Senge and sensibility

2008

From The Fifth Discipline to his latest book, The Necessary Revolution, Peter Senge, director of the Center for Organizational Learning at the MIT Sloan School of Management, has ploughed a unique and groundbreaking furrow.

The Necessary Revolution explores the environmental challenges facing business and outlines the steps that we need to take towards creating a more sustainable world He explains to Stuart Crainer why this change is imperative.

People who work in organizations, aren't natural revolutionaries. While people understand the argument, are they prepared to act?

Well, we all act to the degree of which we're capable and willing. Almost all the stories and examples in the book involve people and organizations with which a bunch of us have had a long-term involvement.

One of the hardest things about this book — and it was very different in many ways from The Fifth Discipline — is that almost all of the stories are out of date by at least a year or two already because of the inevitable delays in writing and editing, revising and all that; so there are much better stories today about how a lot of those projects have continued to unfurl.

Do you think that the economic downturn will halt people's enthusiasm for some of these ideas?

Obviously, resources of many sorts are going to be constrained. With innovation, at some level there's always an investment process. You're investing time, energy, money and other kinds of resources now for some bigger benefit down the road.

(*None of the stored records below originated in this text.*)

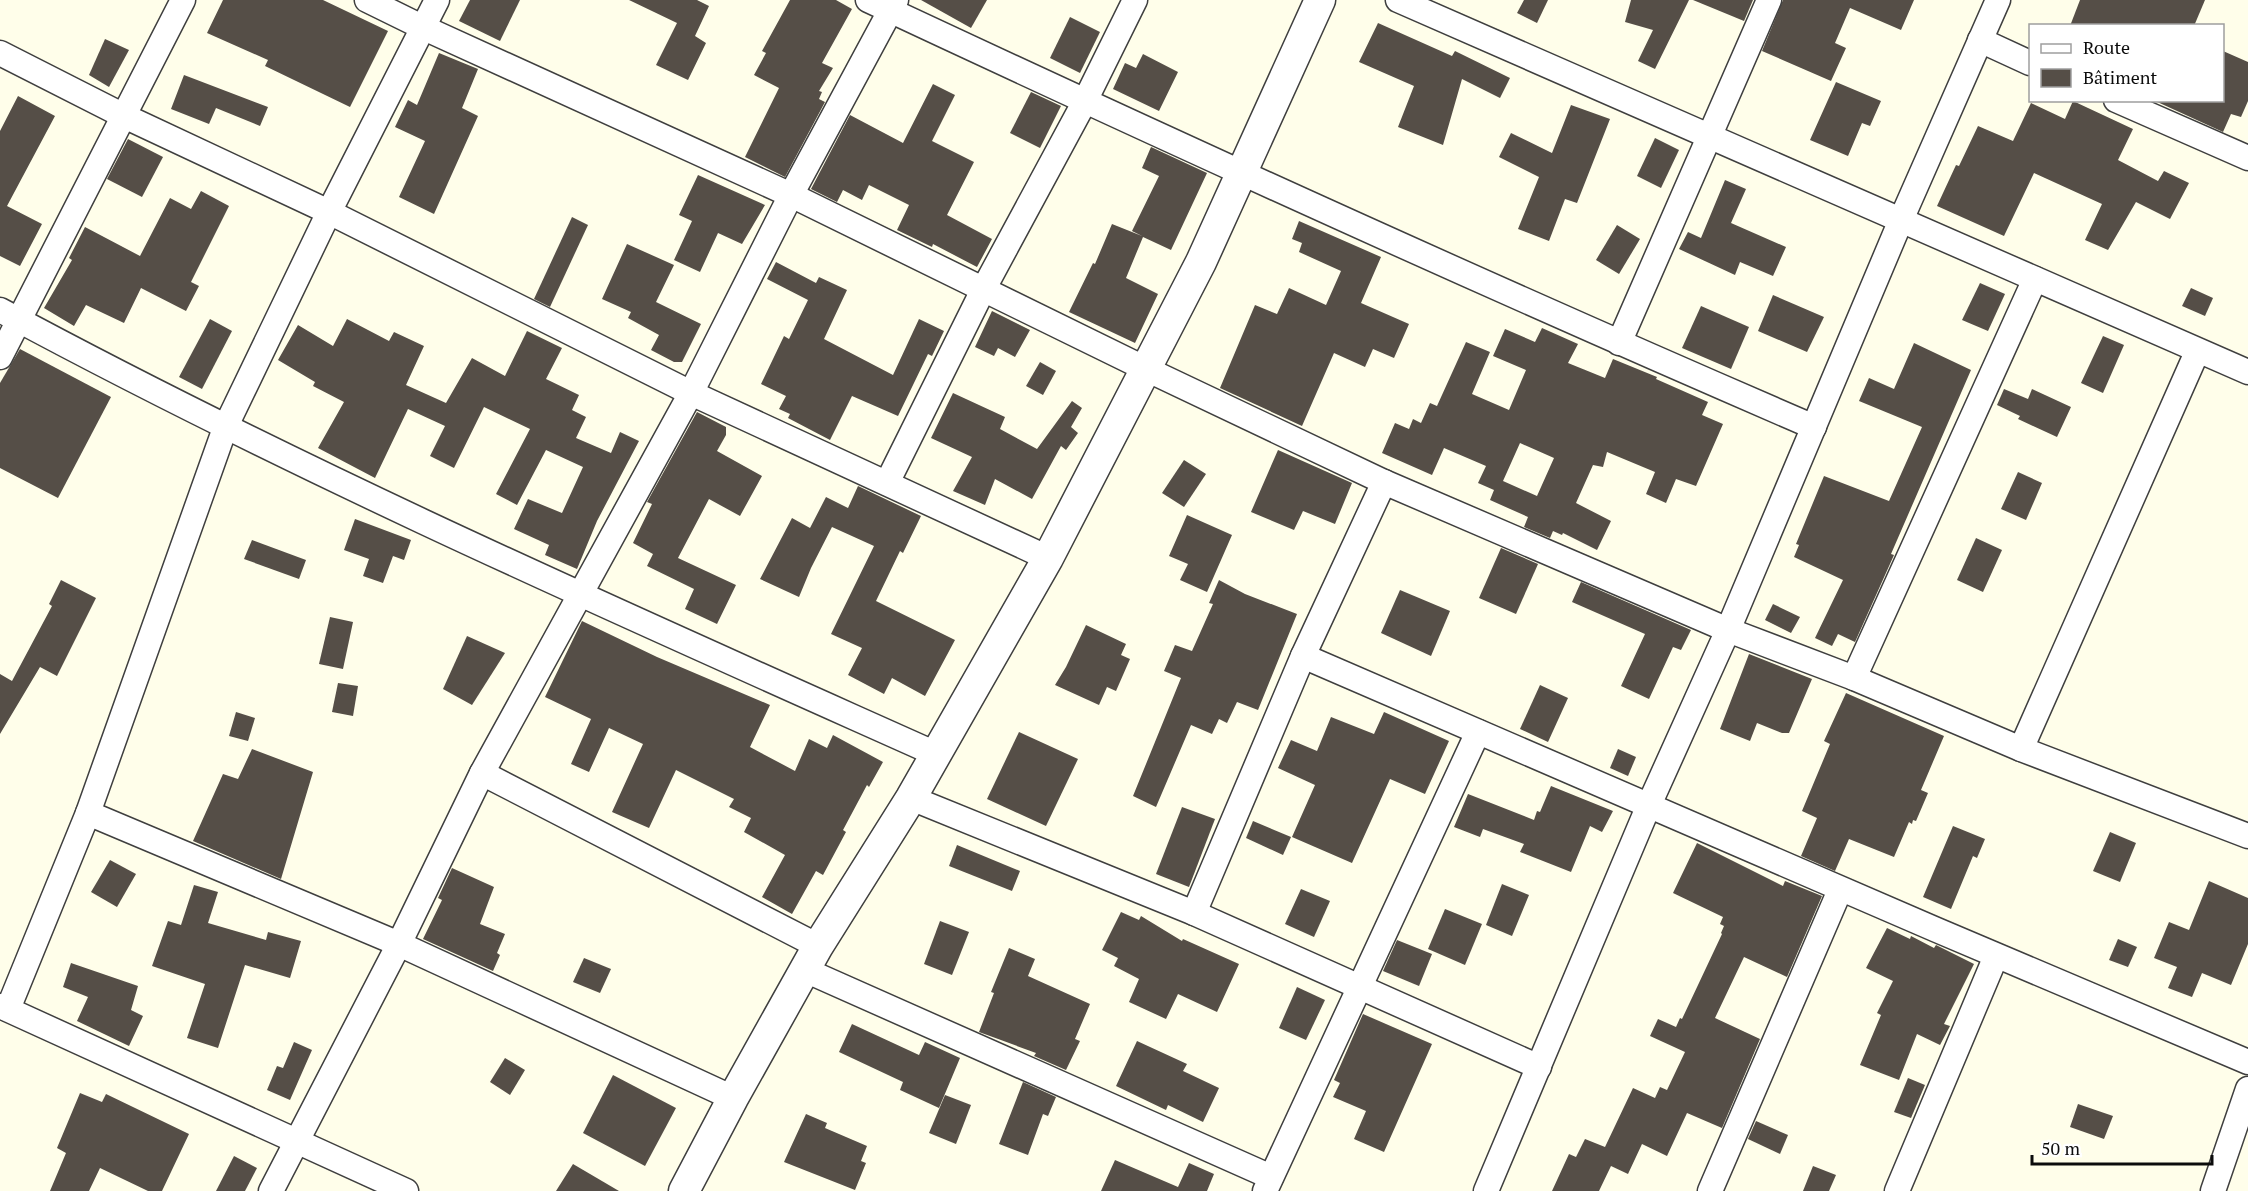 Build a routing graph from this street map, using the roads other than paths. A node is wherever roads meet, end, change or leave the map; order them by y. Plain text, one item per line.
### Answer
1 (183, 0) edge
2 (367, 0) edge
3 (437, 0) edge
4 (868, 0) edge
5 (1135, 0) edge
6 (1320, 0) edge
7 (1398, 0) edge
8 (1769, 0) edge
9 (1998, 0) edge
10 (894, 5) edge
11 (422, 27) junction
12 (1980, 40) junction
13 (0, 53) edge
14 (2029, 62) edge
15 (1085, 101) junction
16 (2121, 102) edge
17 (122, 115) junction
18 (1708, 137) junction
19 (2248, 158) edge
20 (1242, 175) junction
21 (791, 195) junction
22 (329, 212) junction
23 (1902, 220) junction
24 (2035, 279) junction
25 (983, 290) junction
26 (9, 315) edge
27 (1619, 343) junction
28 (2197, 351) junction
29 (0, 357) edge
30 (1146, 369) junction
31 (2248, 372) edge
32 (691, 393) junction
33 (1814, 427) junction
34 (225, 428) junction
35 (1384, 482) junction
36 (887, 483) junction
37 (1048, 558) junction
38 (580, 594) junction
39 (1728, 630) junction
40 (1303, 656) junction
41 (1854, 678) junction
42 (1478, 732) junction
43 (2021, 748) junction
44 (936, 754) junction
45 (482, 773) junction
46 (911, 798) junction
47 (1649, 805) junction
48 (88, 813) junction
49 (2248, 836) edge
50 (1840, 890) junction
51 (1194, 913) junction
52 (399, 944) junction
53 (1996, 956) junction
54 (812, 958) junction
55 (1360, 986) junction
56 (4, 1007) edge
57 (2248, 1062) edge
58 (1539, 1067) junction
59 (2248, 1089) edge
60 (733, 1098) junction
61 (297, 1141) junction
62 (1268, 1184) edge
63 (271, 1191) edge
64 (406, 1191) edge
65 (684, 1191) edge
66 (1486, 1191) edge
67 (1710, 1191) edge
68 (1897, 1191) edge
69 (2213, 1191) edge

1 - 17 street
2 - 11 street
3 - 11 street
4 - 10 street
5 - 15 street
6 - 20 street
7 - 18 street
8 - 18 street
9 - 12 street
10 - 15 street
10 - 21 street
11 - 21 street
11 - 22 street
12 - 14 street
12 - 23 street
13 - 17 street
15 - 20 street
15 - 25 street
16 - 19 street
17 - 22 street
17 - 26 street
18 - 23 street
18 - 27 street
20 - 27 street
20 - 30 street
21 - 25 street
21 - 32 street
22 - 32 street
22 - 34 street
23 - 24 street
23 - 33 street
24 - 28 street
24 - 41 street
25 - 30 street
25 - 36 street
26 - 29 street
26 - 34 street
27 - 33 street
28 - 31 street
28 - 43 street
30 - 35 street
30 - 37 street
32 - 36 street
32 - 38 street
33 - 39 street
34 - 38 street
34 - 48 street
35 - 39 street
35 - 40 street
36 - 37 street
37 - 44 street
38 - 44 street
38 - 45 street
39 - 41 street
39 - 47 street
40 - 42 street
40 - 51 street
41 - 43 street
42 - 47 street
42 - 55 street
43 - 49 street
44 - 46 street
45 - 52 street
45 - 54 street
46 - 51 street
46 - 54 street
47 - 50 street
47 - 58 street
48 - 52 street
48 - 56 street
50 - 53 street
50 - 67 street
51 - 55 street
52 - 60 street
52 - 61 street
53 - 57 street
53 - 68 street
54 - 60 street
54 - 62 street
55 - 58 street
55 - 62 street
56 - 61 street
58 - 66 street
59 - 69 street
60 - 65 street
61 - 63 street
61 - 64 street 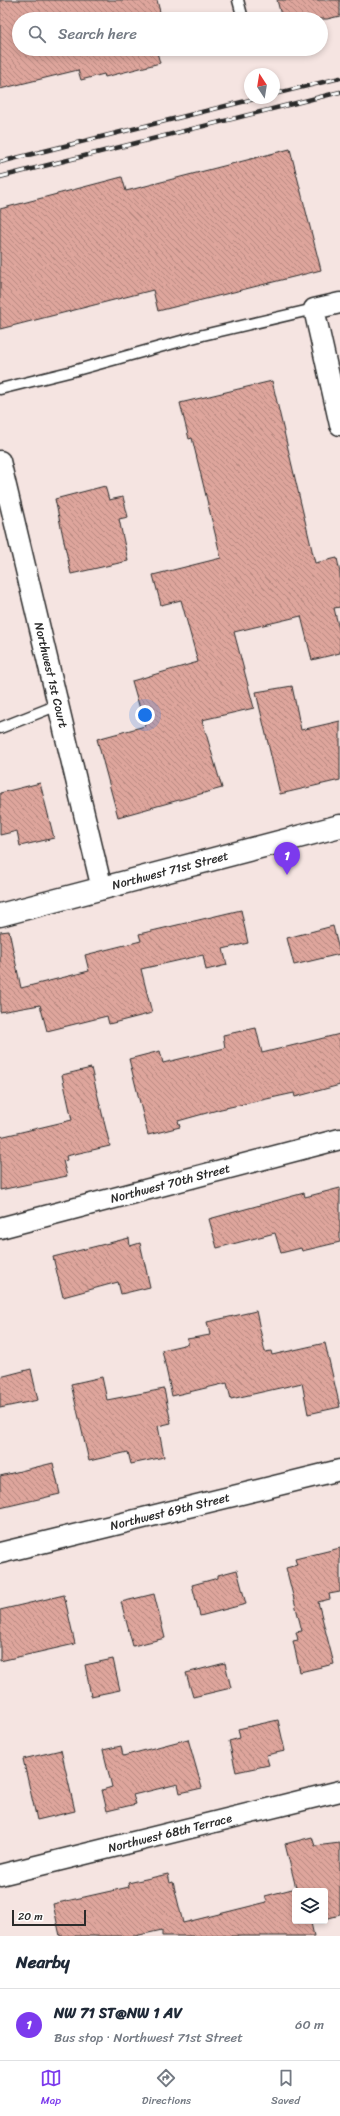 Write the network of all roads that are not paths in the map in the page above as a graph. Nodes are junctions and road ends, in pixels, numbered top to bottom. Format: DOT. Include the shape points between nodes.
graph roads {
  1 [pos="238,0"];
  2 [pos="241,12"];
  3 [pos="340,303"];
  4 [pos="314,309"];
  5 [pos="0,389"];
  6 [pos="340,425"];
  7 [pos="1,466"];
  8 [pos="58,705"];
  9 [pos="0,728"];
  10 [pos="340,826"];
  11 [pos="102,889"];
  12 [pos="0,915"];
  13 [pos="340,1139"];
  14 [pos="0,1228"];
  15 [pos="340,1470"];
  16 [pos="0,1553"];
  17 [pos="340,1791"];
  18 [pos="0,1875"];
  1 -- 2 [label="lane"];
  3 -- 4 [label="street"];
  4 -- 5 [label="lane" via="203,335"];
  4 -- 6 [label="street"];
  7 -- 8 [label="street, Northwest 1st Court"];
  8 -- 9 [label="lane"];
  8 -- 11 [label="street, Northwest 1st Court"];
  10 -- 11 [label="street, Northwest 71st Street"];
  11 -- 12 [label="street, Northwest 71st Street"];
  13 -- 14 [label="street, Northwest 70th Street"];
  15 -- 16 [label="street, Northwest 69th Street"];
  17 -- 18 [label="street, Northwest 68th Terrace"];
}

So investment just gets harder.

On the other hand, I think most people are pretty clear that we're at the very beginning of much bigger changes; and the problems that are happening, whether they're purely economic, natural disasters or social instabilities, most of them pretty much tie right back into the reasons we're doing this in the first place.

So, I think the downturn will have an effect, but I believe that all real, deep change comes out of people making choices, often profound choices.

There is an old joke that gravity is not negotiable. These are not matters in which human beings can go 180 degrees opposite to the way nature works. So, in that sense, I think that the bubble is collapsing and most of the major issues we face in the world tie back to that. The impetus doesn't get less: it gets greater.

There are exciting things and interesting stories from around the world in the book. Is there a sense of a movement, some sort of commonality that unites them?

I think so. All these issues reflect our inability to see interdependence. We've created this incredible Web around the world, and yet we're mostly blind to it. Naturally we're blind to how it operates beyond just what it gives us in the immediate sense; and when something goes awry, we're suddenly shocked.

If you look back over several hundreds of years, I think there has been a paradoxical decline in our ability to understand interdependence. Never before in history have day-to-day choices made by individuals been so affected by people on the other side of the world.

I think that when we lived in an agrarian culture, we had to be much more aware of our interdependence with the soil, rain, wind, weather and all that stuff. Probably if you go back even further, into tribal cultures, before the agricultural revolution, that sense of interdependency was even greater.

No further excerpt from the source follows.